Goal of the exercise: Only the line containing "I need the junctions and links of every" and the lines after it, through the end of the data below, are to be returned, each exactly as it stands.

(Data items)
__________________________________________________

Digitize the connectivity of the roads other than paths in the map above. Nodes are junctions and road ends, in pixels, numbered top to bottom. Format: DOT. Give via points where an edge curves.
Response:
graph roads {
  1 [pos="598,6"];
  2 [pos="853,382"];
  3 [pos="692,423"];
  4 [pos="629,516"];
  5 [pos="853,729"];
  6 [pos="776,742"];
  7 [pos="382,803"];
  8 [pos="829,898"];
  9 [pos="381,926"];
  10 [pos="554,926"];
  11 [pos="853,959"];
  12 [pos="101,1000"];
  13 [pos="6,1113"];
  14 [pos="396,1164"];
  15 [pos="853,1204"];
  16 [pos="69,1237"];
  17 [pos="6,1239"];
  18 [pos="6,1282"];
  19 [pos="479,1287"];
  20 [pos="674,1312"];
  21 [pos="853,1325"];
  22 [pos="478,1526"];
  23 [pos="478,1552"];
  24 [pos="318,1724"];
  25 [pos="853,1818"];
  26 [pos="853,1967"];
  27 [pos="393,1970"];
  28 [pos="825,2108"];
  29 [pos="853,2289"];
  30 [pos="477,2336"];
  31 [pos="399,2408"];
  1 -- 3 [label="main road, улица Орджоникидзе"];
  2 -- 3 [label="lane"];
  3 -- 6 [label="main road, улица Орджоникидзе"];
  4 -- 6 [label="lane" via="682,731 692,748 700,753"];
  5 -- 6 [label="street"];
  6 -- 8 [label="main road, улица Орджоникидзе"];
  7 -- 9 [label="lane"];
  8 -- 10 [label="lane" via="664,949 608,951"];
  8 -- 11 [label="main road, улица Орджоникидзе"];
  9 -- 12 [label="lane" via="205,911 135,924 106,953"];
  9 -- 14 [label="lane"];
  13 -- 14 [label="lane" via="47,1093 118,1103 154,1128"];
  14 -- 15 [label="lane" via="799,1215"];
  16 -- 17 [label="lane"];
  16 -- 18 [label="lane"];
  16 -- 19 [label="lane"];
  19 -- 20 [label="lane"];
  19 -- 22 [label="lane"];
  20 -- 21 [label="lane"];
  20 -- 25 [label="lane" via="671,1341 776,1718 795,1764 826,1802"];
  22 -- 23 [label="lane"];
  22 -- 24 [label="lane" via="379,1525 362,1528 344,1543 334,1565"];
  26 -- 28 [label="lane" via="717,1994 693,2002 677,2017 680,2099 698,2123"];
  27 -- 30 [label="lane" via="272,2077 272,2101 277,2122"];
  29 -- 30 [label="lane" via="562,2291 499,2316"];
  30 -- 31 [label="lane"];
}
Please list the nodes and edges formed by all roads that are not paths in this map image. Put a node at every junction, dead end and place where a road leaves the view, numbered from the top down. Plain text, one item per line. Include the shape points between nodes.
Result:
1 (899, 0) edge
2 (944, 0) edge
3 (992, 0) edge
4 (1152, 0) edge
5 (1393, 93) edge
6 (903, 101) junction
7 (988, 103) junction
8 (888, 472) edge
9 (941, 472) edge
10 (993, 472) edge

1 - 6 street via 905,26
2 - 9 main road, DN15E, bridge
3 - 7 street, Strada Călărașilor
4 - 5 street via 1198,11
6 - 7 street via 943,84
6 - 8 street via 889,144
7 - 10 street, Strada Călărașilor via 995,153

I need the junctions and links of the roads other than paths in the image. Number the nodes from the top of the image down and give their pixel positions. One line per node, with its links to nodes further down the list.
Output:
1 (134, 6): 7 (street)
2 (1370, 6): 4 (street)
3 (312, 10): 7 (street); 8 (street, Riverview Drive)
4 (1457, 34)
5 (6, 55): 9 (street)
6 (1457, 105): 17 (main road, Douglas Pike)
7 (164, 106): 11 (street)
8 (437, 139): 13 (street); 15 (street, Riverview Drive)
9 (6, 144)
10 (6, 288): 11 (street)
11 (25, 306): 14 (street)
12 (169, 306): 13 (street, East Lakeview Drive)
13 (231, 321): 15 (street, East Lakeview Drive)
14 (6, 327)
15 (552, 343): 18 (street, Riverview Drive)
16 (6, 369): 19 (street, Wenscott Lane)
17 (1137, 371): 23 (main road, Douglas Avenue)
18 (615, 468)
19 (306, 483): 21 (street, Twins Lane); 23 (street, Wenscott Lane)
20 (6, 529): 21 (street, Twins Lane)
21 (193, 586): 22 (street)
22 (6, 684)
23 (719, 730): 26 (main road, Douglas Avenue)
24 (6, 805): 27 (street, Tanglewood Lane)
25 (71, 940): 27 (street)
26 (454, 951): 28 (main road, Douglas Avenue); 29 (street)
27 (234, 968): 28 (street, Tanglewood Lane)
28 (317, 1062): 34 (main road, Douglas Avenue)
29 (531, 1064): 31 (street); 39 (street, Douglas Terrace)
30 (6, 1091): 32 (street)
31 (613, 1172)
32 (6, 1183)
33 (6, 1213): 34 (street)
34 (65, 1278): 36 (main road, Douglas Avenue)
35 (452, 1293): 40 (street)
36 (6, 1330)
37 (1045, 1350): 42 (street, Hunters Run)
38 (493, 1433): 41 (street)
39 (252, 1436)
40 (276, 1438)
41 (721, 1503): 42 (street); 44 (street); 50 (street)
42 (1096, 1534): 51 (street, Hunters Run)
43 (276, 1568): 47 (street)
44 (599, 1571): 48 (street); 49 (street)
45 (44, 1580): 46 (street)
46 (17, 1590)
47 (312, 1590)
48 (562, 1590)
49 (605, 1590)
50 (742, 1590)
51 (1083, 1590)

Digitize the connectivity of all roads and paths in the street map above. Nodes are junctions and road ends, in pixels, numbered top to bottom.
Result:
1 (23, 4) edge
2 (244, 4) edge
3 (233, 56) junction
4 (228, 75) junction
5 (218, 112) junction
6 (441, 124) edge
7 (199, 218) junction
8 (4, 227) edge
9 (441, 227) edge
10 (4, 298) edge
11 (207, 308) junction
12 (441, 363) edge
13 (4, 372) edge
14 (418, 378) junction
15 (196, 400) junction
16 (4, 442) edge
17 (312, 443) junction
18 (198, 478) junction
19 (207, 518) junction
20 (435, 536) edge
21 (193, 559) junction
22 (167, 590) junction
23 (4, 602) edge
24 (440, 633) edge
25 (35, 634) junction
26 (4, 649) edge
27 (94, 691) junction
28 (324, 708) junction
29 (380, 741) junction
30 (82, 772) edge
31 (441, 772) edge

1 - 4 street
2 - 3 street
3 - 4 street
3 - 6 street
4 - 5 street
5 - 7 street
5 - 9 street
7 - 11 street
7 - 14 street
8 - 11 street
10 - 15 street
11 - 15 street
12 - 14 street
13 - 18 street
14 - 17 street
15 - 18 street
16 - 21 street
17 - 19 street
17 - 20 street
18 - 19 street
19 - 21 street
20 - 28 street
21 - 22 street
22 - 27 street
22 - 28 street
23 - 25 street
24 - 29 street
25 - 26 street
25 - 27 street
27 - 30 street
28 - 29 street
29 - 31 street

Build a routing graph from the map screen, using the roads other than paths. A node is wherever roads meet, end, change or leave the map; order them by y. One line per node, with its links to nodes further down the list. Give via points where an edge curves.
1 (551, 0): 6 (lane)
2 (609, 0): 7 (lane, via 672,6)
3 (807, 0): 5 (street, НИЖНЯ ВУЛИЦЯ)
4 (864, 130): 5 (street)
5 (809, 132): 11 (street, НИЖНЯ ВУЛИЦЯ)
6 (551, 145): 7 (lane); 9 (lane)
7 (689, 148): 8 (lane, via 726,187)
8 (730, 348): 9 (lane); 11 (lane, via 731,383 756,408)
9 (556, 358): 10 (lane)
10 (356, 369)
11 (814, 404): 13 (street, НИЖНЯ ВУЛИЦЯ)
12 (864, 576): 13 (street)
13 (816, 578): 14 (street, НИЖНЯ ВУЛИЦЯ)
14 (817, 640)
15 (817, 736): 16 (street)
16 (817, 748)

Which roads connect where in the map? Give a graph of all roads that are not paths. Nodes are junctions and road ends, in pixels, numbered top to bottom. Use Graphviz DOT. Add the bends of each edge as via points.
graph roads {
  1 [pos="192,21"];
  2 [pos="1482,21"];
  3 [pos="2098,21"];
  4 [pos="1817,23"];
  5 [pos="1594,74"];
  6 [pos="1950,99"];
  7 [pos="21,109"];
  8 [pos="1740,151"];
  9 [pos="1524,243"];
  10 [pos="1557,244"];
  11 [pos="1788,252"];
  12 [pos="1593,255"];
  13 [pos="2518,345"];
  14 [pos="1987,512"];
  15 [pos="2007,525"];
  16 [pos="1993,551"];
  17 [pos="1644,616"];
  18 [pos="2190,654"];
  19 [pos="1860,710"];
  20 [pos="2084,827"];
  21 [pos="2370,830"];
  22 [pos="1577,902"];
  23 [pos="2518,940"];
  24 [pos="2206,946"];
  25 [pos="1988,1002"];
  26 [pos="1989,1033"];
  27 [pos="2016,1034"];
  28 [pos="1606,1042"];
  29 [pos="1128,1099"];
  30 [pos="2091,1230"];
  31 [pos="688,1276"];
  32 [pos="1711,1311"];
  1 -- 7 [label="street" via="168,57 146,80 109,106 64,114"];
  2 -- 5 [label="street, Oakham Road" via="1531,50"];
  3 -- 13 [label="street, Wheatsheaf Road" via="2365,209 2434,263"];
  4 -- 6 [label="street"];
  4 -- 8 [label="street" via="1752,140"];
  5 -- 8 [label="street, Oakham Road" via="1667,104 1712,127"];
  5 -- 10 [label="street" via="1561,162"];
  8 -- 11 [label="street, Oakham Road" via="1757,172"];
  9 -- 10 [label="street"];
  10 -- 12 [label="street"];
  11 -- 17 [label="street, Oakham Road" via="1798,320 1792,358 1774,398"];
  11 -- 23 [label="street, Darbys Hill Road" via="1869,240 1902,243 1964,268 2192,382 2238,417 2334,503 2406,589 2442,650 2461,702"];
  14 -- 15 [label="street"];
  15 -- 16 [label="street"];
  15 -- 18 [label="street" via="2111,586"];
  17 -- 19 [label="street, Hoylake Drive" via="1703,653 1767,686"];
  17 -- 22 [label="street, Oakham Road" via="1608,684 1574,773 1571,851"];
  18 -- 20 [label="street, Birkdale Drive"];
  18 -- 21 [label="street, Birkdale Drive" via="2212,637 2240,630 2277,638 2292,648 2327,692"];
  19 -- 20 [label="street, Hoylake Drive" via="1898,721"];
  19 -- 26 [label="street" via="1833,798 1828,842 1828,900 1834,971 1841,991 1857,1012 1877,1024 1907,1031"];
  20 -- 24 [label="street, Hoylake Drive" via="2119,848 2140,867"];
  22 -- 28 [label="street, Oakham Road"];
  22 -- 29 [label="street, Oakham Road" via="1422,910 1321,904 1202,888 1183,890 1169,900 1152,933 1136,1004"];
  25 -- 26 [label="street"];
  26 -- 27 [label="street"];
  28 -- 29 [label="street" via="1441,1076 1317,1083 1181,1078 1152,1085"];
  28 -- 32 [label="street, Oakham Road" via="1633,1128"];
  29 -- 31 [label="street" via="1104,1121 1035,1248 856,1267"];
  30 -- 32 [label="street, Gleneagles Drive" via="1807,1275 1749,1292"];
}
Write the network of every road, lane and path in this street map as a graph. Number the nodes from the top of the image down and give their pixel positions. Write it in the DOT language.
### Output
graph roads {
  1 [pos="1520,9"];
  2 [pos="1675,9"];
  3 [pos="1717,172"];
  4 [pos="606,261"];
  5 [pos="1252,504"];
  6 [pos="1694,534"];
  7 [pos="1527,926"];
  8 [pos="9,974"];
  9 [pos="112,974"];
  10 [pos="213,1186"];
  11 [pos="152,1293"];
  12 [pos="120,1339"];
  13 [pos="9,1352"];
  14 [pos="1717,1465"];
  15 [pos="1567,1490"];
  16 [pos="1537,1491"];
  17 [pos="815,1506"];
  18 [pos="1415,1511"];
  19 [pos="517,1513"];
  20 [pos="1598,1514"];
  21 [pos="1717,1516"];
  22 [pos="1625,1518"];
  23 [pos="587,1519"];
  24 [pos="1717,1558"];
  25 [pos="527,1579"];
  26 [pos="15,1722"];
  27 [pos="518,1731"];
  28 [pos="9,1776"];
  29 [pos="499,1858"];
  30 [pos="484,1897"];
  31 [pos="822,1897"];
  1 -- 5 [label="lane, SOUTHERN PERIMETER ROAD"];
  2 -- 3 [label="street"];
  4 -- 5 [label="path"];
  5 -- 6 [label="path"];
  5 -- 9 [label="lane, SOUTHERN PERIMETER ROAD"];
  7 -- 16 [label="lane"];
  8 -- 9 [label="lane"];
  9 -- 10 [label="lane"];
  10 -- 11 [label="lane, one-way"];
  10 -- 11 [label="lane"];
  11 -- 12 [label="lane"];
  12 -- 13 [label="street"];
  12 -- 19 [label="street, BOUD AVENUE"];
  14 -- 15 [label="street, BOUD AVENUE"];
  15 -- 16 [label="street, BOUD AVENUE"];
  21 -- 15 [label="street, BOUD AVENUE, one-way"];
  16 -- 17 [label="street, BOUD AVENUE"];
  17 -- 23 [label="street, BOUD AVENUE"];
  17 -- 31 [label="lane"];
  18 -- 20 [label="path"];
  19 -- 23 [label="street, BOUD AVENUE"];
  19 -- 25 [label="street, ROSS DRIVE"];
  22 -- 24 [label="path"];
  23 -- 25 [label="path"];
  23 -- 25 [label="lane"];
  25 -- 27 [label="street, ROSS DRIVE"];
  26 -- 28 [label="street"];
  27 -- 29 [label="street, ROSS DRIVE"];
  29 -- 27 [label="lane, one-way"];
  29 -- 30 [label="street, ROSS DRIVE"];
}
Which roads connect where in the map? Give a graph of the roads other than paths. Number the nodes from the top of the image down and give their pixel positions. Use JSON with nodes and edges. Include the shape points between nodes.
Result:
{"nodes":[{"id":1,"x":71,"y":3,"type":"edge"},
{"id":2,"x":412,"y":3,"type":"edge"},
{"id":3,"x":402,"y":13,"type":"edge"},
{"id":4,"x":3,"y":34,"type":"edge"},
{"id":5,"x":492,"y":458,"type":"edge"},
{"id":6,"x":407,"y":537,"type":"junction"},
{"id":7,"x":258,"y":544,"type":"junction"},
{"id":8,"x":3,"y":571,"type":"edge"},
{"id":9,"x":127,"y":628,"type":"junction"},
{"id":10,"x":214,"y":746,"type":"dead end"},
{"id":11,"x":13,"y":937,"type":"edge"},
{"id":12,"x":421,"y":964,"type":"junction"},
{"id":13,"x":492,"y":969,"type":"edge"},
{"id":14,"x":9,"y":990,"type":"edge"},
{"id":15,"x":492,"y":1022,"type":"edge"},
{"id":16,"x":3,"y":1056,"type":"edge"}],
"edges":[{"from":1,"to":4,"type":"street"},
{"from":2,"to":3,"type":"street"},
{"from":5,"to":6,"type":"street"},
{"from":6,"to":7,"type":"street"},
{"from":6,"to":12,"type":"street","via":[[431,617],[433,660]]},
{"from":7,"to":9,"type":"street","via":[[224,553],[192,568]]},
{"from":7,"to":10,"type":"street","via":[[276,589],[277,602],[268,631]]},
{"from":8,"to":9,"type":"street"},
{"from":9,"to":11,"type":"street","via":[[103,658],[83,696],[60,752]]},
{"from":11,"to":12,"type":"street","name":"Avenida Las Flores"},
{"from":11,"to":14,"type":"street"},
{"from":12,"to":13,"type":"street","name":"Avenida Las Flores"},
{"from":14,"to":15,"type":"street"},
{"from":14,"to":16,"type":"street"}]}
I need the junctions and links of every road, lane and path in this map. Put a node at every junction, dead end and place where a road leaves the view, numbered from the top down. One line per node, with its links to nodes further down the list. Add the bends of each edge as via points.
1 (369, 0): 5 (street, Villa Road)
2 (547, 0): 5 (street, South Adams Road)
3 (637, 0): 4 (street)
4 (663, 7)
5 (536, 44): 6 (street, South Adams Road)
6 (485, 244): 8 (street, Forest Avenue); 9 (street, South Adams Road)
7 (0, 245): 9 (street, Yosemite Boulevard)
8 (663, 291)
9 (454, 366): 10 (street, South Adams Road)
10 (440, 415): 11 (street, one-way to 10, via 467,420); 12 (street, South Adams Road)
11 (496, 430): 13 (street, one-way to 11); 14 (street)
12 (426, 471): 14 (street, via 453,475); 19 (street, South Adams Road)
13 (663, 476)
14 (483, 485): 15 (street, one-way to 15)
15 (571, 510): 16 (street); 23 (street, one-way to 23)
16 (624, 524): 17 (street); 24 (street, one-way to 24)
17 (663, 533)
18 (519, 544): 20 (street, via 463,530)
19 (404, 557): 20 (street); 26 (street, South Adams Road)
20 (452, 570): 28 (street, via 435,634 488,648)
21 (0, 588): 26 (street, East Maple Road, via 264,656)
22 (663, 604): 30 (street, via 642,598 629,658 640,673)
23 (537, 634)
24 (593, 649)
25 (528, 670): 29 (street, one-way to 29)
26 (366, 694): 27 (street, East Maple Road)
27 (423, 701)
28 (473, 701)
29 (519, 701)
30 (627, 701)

__________________________________________________

Exercise response:
I need the junctions and links of every road, lane and path in this map. Put a node at every junction, dead end and place where a road leaves the view, numbered from the top down. One line per node, with its links to nodes further down the list. Add the bends of each edge as via points.
1 (369, 0): 5 (street, Villa Road)
2 (547, 0): 5 (street, South Adams Road)
3 (637, 0): 4 (street)
4 (663, 7)
5 (536, 44): 6 (street, South Adams Road)
6 (485, 244): 8 (street, Forest Avenue); 9 (street, South Adams Road)
7 (0, 245): 9 (street, Yosemite Boulevard)
8 (663, 291)
9 (454, 366): 10 (street, South Adams Road)
10 (440, 415): 11 (street, one-way to 10, via 467,420); 12 (street, South Adams Road)
11 (496, 430): 13 (street, one-way to 11); 14 (street)
12 (426, 471): 14 (street, via 453,475); 19 (street, South Adams Road)
13 (663, 476)
14 (483, 485): 15 (street, one-way to 15)
15 (571, 510): 16 (street); 23 (street, one-way to 23)
16 (624, 524): 17 (street); 24 (street, one-way to 24)
17 (663, 533)
18 (519, 544): 20 (street, via 463,530)
19 (404, 557): 20 (street); 26 (street, South Adams Road)
20 (452, 570): 28 (street, via 435,634 488,648)
21 (0, 588): 26 (street, East Maple Road, via 264,656)
22 (663, 604): 30 (street, via 642,598 629,658 640,673)
23 (537, 634)
24 (593, 649)
25 (528, 670): 29 (street, one-way to 29)
26 (366, 694): 27 (street, East Maple Road)
27 (423, 701)
28 (473, 701)
29 (519, 701)
30 (627, 701)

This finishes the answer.